Good Bye Lenin - Film Review

Ideologies are powerful weapons. Nevertheless, they betray a peculiar tendency of blinding or insulating the ‘believer’ from an existence beyond it. The struggle of an individual to hold on to the remnants of his ideals, which tend to vanish with changing times, have formed the basis of many appealing dramatic and cinematic conflicts. However, what makes the 2003 German movie Good Bye Lenin stand out from the rest, is the fact that it is a non-believer’s (Alex’s ) journey to ‘restore’ an ideology which he personally considers unrealistic , if not dead and buried.

Throughout Good Bye Lenin, we see the protagonist’s tale of struggle, failure and success at maintaining a social and political environment at his home, which is akin to the German pre-Unification condition. This is the central irony of the film, which forms the core of the narrative.

Alex or Alexander has had a troubled childhood. The Communists had exiled his father to West Germany. His mother on the other hand, has always been a firebrand socialist and a successful comrade. Due to her strict adherence to an orthodox ideology, she had to sacrifice her marital bliss and even deprive Alex of his father’s love.

However, when she suffers a major heart- attack and paralysis, the young man takes up the challenge of creating his mother’s ‘Germany’ – an entity that no longer existed since her illness.

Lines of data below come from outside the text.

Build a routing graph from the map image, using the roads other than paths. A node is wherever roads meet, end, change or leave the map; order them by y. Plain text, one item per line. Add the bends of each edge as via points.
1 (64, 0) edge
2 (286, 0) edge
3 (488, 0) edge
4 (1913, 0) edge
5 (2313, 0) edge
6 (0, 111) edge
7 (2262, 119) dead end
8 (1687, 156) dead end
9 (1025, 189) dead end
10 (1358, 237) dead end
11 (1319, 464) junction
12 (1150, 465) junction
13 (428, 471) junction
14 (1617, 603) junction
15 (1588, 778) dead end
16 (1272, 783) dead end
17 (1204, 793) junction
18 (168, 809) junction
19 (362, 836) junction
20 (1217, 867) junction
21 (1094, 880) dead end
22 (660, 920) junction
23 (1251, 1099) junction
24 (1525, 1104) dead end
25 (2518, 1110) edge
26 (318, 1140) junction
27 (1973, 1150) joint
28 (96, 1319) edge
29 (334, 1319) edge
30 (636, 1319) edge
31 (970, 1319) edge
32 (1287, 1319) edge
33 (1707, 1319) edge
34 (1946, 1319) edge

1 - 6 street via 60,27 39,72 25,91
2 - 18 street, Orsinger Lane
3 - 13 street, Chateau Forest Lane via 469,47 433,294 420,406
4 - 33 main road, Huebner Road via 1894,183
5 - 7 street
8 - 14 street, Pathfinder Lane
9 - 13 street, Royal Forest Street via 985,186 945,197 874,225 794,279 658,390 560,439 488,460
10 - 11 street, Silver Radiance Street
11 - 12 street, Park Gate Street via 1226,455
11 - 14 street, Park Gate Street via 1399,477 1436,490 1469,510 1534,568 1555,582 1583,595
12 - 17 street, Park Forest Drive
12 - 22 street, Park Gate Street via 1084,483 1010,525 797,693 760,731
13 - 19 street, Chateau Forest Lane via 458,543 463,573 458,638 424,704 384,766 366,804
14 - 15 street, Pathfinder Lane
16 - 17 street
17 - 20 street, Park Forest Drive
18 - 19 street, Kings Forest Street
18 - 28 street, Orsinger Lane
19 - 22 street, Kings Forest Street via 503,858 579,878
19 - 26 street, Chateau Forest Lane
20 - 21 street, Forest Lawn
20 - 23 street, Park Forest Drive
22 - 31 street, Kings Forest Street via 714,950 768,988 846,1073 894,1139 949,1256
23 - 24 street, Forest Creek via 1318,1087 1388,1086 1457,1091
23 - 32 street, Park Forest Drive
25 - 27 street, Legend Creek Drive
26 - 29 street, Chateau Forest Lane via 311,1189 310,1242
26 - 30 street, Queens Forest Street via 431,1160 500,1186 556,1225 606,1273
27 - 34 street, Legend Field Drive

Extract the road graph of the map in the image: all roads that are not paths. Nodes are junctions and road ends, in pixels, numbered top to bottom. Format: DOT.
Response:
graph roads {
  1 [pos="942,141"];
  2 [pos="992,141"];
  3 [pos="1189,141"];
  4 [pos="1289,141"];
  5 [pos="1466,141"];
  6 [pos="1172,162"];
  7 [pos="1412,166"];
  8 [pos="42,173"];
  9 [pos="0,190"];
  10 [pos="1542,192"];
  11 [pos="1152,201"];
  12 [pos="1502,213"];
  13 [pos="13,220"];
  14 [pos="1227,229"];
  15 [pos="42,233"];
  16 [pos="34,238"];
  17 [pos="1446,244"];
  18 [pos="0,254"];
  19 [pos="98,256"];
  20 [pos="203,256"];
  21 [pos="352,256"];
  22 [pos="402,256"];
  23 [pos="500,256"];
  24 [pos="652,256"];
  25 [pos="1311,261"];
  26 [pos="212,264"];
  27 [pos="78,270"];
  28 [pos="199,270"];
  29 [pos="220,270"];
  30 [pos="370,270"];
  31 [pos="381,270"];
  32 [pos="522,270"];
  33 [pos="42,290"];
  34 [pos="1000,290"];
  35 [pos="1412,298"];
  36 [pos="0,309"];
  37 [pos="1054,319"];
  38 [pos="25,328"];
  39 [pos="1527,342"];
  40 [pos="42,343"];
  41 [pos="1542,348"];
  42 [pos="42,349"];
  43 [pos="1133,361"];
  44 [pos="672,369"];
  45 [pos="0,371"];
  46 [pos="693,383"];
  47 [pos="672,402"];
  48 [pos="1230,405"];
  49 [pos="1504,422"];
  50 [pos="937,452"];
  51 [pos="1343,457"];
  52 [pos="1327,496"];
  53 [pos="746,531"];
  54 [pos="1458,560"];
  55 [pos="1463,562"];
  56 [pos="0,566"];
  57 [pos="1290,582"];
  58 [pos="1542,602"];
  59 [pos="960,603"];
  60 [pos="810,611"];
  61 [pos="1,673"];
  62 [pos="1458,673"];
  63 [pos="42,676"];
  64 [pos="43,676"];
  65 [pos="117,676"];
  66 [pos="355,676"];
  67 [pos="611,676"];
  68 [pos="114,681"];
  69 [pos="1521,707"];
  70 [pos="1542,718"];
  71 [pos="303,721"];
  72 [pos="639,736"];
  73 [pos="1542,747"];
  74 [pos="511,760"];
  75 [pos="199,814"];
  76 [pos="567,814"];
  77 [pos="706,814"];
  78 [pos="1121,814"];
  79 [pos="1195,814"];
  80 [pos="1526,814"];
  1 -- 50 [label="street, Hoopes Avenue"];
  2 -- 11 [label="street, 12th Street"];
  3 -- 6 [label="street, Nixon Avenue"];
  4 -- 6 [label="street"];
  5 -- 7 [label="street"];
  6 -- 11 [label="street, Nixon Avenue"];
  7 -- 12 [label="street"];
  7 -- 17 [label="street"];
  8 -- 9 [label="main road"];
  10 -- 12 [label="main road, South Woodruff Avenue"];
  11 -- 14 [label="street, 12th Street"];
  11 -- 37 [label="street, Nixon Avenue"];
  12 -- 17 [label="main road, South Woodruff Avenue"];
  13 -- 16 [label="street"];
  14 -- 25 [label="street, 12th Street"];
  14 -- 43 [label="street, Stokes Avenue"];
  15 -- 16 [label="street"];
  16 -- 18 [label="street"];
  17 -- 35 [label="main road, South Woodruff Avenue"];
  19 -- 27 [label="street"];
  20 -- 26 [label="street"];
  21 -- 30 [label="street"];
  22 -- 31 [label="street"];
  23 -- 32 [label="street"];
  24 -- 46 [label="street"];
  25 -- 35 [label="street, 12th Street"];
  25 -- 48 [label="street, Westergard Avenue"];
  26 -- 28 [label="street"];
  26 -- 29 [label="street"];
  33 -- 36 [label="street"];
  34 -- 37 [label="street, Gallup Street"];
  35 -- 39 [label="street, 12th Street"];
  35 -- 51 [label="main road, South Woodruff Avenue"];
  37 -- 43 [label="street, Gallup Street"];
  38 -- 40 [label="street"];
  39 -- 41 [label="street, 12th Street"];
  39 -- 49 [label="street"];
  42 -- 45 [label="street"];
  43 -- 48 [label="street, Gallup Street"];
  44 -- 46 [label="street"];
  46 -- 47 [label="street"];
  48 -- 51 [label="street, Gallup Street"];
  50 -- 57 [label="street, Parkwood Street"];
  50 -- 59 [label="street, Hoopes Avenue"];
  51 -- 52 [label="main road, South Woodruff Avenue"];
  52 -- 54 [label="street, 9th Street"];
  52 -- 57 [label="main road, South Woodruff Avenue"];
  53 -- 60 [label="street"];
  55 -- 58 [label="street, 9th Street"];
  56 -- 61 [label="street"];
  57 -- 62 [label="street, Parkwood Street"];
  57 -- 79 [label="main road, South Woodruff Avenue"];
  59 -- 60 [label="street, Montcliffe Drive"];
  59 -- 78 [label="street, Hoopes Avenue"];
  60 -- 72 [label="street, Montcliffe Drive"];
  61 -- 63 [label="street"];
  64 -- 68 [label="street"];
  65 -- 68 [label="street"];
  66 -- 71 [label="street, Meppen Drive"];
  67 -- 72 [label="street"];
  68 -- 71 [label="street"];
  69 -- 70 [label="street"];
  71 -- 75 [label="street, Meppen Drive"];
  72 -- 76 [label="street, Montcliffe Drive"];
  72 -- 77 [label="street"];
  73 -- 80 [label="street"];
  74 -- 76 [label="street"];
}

Despite the best of intentions, recreating a dead world is never easy. Alex, our narrator-hero, learns this the hard way. The Berlin Wall has already fallen and there is no more of the good old Berlin. Globalization has crept into the vacuum created by the disappearing Communist social order. When Alex arranges for a birthday party for his paralyzed mother and invites her colleagues, ex-school principal, the neighbours and her students, we suddenly perceive the emergence of a new Alex. He has matured overnight into a man. After all, celebrating an ideology that one cannot identify with requires a great deal of courage and maturity. Then again, with his friend’s help, he recreates her favourite T.V programmes and even supplies her with the old pro-Communist newspapers and magazines. The tale is that of growing up- a journey into the Blakean world of experience.

Perhaps the most touching moment in the film is when we see Alex rummaging in the dustbin for an empty bottle of a particular brand of pickle- his mother’s favourite – which has been suddenly replaced in the market with cheaper foreign equivalents. When she cherishes the ‘pickle’ (made by her son at home), we join Alex in his celebration of motherhood.

In another remarkable episode in the film, we see the son appeasing the mother, who has been agitated by seeing a Coca Cola billboard. Alex fabricates the ludicrous ‘fact’ that scientists have discovered the ‘real’ recipe of Coca Cola as being German in origin.Wolfgang Becker, the director, makes us laugh at the mother’s naivety. He also forces us to ask questions at ourselves. Has it ever been a war of ideologies? Or is it the battle of our own inflated egos, which fails to let bygones be bygones?
The charade that Alex maintains with his mother ultimately breaks down. In fact, there is a double irony here. While showing a doctored news capsule, Alex believes that he has been successful in hiding the ‘bitter’ truth of the Unification from her. But we, the audience know, what he does not! His mother is now conscious of the truth but prefers to keep mum. She fully reciprocates the son’s immense love for her with her silence.

Becker has certainly created what Alex realizes at the end -“I have created a country that never existed that way”. The climax of Good Bye Lenin is reached with a significant sequence, which shows a helicopter carrying a bust of Lenin’s statue. She comes face to face with the harsh reality and pitifully ‘asks’ for help. She suddenly feels herself in an abyss, a vacuum, created by the annihilation of everything that she believed in. It is a moment of epiphany for us too. Ideologies often fail us. Or perhaps it has all being play-acting. Ideologies may never have really existed in the first place!

But then, closer home we see this extraordinary film being prevented from screening at the Kolkata Film Festival. The reason was merely the name, which sounded offensive to certain ears unaccustomed at acknowledging realities! Perhaps few things, especially ‘ideologies’ that tend to alienate people, are best said a final adieu when its time gets over.